Many labs are measuring degranulation of T cells by cell-surface expression of CD107 (see Betts et al., J Immunol Methods 281: 65 (2003), Link to PubMed abstract), and it's often desirable to simultaneously detect intracellular cytokines, such as IFNg. Unfortunately, optimization of both of these readouts in the same stimulation is not trivial. I suggest the following tips:
1. Stimulate cells in the presence of 5 ug/mL EACH of brefeldin A and monensin. Monensin helps maximize the CD107 readout, whereas brefeldin A helps maximize the IFNg readout. To acheive these final concentrations without addition of an excessive amount of solvent, dissolve monensin (Sigma #5273) at 5 mg/mL in methanol, then dilute 1:10 in PBS on the day of use, followed by 1:100 dilution into the culture medium. Ditto with brefeldin A, using DMSO as the initial solvent (or use the FastImmune brefeldin A from BD [Link to product description], which comes as a 5 mg/mL stock in DMSO).

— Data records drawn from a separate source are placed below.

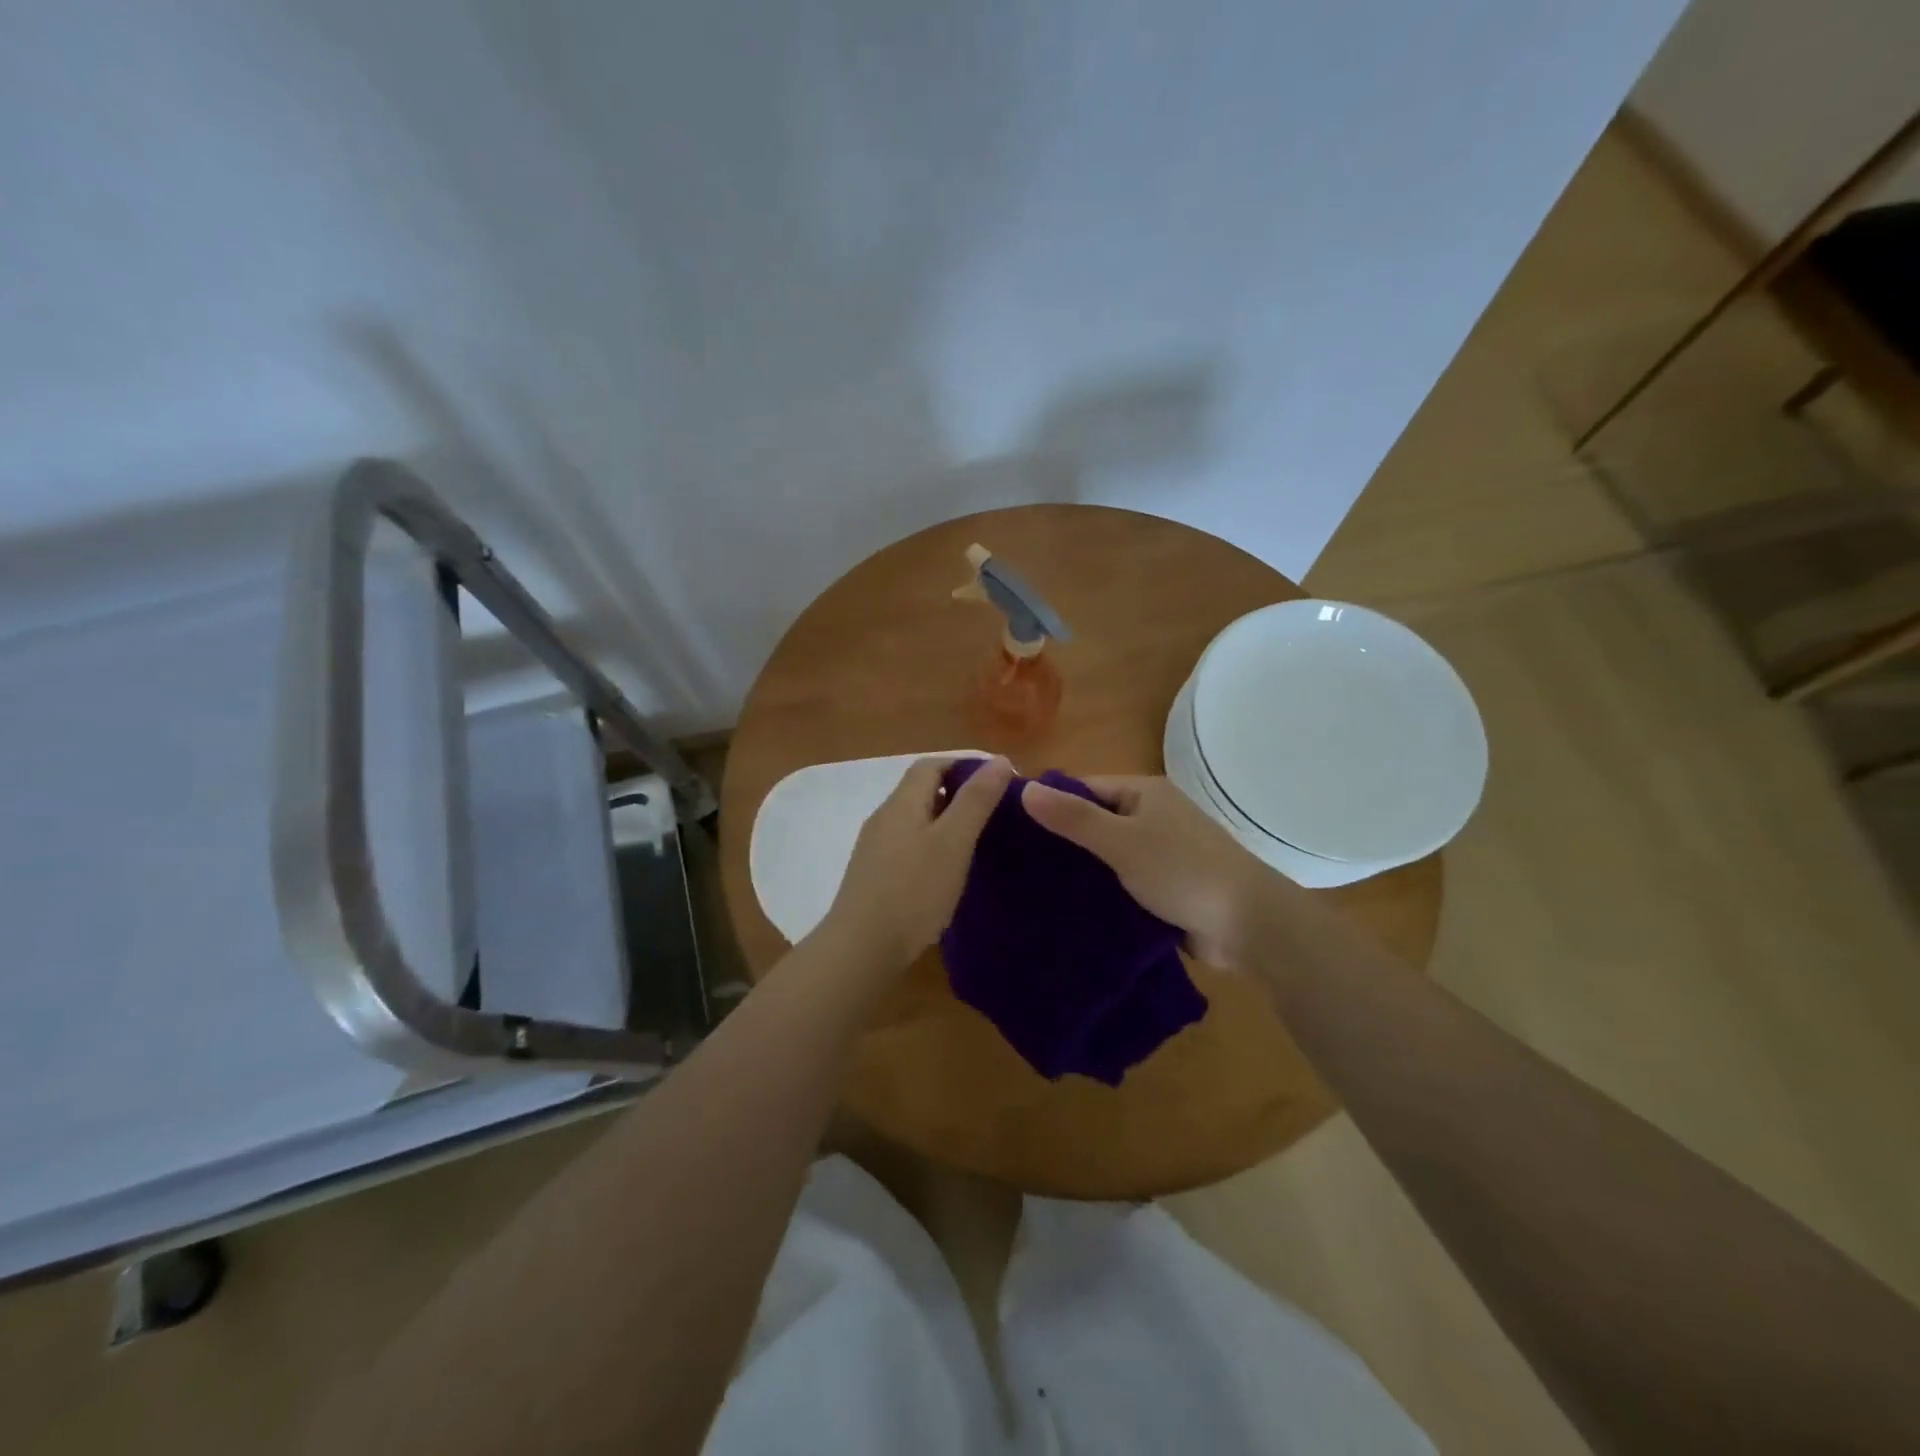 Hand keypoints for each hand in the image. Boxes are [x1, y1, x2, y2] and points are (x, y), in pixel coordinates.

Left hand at [820, 755, 1013, 971]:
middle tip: (995, 811)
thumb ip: (976, 800)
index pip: (931, 765)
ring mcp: (875, 848)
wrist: (861, 949)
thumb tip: (1000, 760)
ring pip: (916, 819)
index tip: (999, 781)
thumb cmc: (912, 891)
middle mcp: (884, 818)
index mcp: (901, 803)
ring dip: (946, 820)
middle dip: (958, 792)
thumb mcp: (953, 842)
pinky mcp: (875, 876)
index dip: (964, 764)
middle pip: (921, 790)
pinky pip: (908, 845)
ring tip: (978, 839)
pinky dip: (933, 845)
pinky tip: (949, 870)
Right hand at [1021, 774, 1292, 969]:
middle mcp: (1152, 816)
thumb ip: (1074, 817)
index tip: (1011, 827)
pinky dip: (1101, 891)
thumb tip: (1024, 788)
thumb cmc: (1183, 871)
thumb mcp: (1122, 841)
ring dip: (1081, 870)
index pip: (1084, 788)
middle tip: (1016, 863)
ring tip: (1032, 887)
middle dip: (1062, 841)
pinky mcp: (1165, 886)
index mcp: (1144, 793)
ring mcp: (1161, 852)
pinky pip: (1123, 881)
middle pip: (1095, 821)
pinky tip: (1069, 908)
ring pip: (1107, 855)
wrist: (1248, 925)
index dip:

2. Use antibody to CD107a (use of CD107b antibody adds only slightly to the signal) in PE [Link to product description] or PE-Cy5 [Link to product description], as these give the brightest signals.
3. Add the antibody, at 10 uL per 200 uL of cell stimulation culture, at the beginning of the activation period, and activate for 5-6 hours. Continue with processing for surface and intracellular staining as usual.